WORK INSTRUCTIONS: Repeat each record word for word.

Saved entries:
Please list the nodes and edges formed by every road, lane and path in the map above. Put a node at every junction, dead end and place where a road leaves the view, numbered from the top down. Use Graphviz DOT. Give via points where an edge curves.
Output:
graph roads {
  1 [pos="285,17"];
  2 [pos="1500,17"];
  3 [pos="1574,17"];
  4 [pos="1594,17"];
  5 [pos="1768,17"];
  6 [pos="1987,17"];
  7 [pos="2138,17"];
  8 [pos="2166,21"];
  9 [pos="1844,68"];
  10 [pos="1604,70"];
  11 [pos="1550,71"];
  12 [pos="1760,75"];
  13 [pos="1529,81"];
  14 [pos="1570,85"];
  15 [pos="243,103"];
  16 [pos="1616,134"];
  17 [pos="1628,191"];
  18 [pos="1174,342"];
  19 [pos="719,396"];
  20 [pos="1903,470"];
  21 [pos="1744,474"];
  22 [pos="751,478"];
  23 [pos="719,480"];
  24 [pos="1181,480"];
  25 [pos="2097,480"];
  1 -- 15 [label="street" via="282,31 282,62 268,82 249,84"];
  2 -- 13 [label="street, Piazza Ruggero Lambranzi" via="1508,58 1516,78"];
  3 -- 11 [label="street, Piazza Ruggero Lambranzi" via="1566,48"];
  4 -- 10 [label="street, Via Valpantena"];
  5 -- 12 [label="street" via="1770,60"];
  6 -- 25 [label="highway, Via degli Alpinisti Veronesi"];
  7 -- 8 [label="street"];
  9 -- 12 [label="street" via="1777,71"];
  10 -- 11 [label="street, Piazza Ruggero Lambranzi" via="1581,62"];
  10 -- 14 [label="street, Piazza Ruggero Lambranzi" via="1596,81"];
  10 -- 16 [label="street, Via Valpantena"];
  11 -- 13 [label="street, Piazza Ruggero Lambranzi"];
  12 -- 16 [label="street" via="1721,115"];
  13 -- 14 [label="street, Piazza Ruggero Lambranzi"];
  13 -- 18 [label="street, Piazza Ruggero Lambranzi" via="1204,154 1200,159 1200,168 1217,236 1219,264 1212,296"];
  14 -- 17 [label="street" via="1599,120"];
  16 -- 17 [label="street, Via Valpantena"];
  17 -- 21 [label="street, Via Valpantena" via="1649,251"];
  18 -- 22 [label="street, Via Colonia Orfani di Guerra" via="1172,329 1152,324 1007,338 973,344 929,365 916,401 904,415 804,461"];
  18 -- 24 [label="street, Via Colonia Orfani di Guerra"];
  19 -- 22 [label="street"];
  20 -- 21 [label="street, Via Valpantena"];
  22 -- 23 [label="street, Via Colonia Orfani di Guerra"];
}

RESULT OF THIS EXERCISE:
Please list the nodes and edges formed by every road, lane and path in the map above. Put a node at every junction, dead end and place where a road leaves the view, numbered from the top down. Use Graphviz DOT. Give via points where an edge curves.
Output:
graph roads {
  1 [pos="285,17"];
  2 [pos="1500,17"];
  3 [pos="1574,17"];
  4 [pos="1594,17"];
  5 [pos="1768,17"];
  6 [pos="1987,17"];
  7 [pos="2138,17"];
  8 [pos="2166,21"];
  9 [pos="1844,68"];
  10 [pos="1604,70"];
  11 [pos="1550,71"];
  12 [pos="1760,75"];
  13 [pos="1529,81"];
  14 [pos="1570,85"];
  15 [pos="243,103"];
  16 [pos="1616,134"];
  17 [pos="1628,191"];
  18 [pos="1174,342"];
  19 [pos="719,396"];
  20 [pos="1903,470"];
  21 [pos="1744,474"];
  22 [pos="751,478"];
  23 [pos="719,480"];
  24 [pos="1181,480"];
  25 [pos="2097,480"];
  1 -- 15 [label="street" via="282,31 282,62 268,82 249,84"];
  2 -- 13 [label="street, Piazza Ruggero Lambranzi" via="1508,58 1516,78"];
  3 -- 11 [label="street, Piazza Ruggero Lambranzi" via="1566,48"];
  4 -- 10 [label="street, Via Valpantena"];
  5 -- 12 [label="street" via="1770,60"];
  6 -- 25 [label="highway, Via degli Alpinisti Veronesi"];
  7 -- 8 [label="street"];
  9 -- 12 [label="street" via="1777,71"];
  10 -- 11 [label="street, Piazza Ruggero Lambranzi" via="1581,62"];
  10 -- 14 [label="street, Piazza Ruggero Lambranzi" via="1596,81"];
  10 -- 16 [label="street, Via Valpantena"];
  11 -- 13 [label="street, Piazza Ruggero Lambranzi"];
  12 -- 16 [label="street" via="1721,115"];
  13 -- 14 [label="street, Piazza Ruggero Lambranzi"];
  13 -- 18 [label="street, Piazza Ruggero Lambranzi" via="1204,154 1200,159 1200,168 1217,236 1219,264 1212,296"];
  14 -- 17 [label="street" via="1599,120"];
  16 -- 17 [label="street, Via Valpantena"];
  17 -- 21 [label="street, Via Valpantena" via="1649,251"];
  18 -- 22 [label="street, Via Colonia Orfani di Guerra" via="1172,329 1152,324 1007,338 973,344 929,365 916,401 904,415 804,461"];
  18 -- 24 [label="street, Via Colonia Orfani di Guerra"];
  19 -- 22 [label="street"];
  20 -- 21 [label="street, Via Valpantena"];
  22 -- 23 [label="street, Via Colonia Orfani di Guerra"];
}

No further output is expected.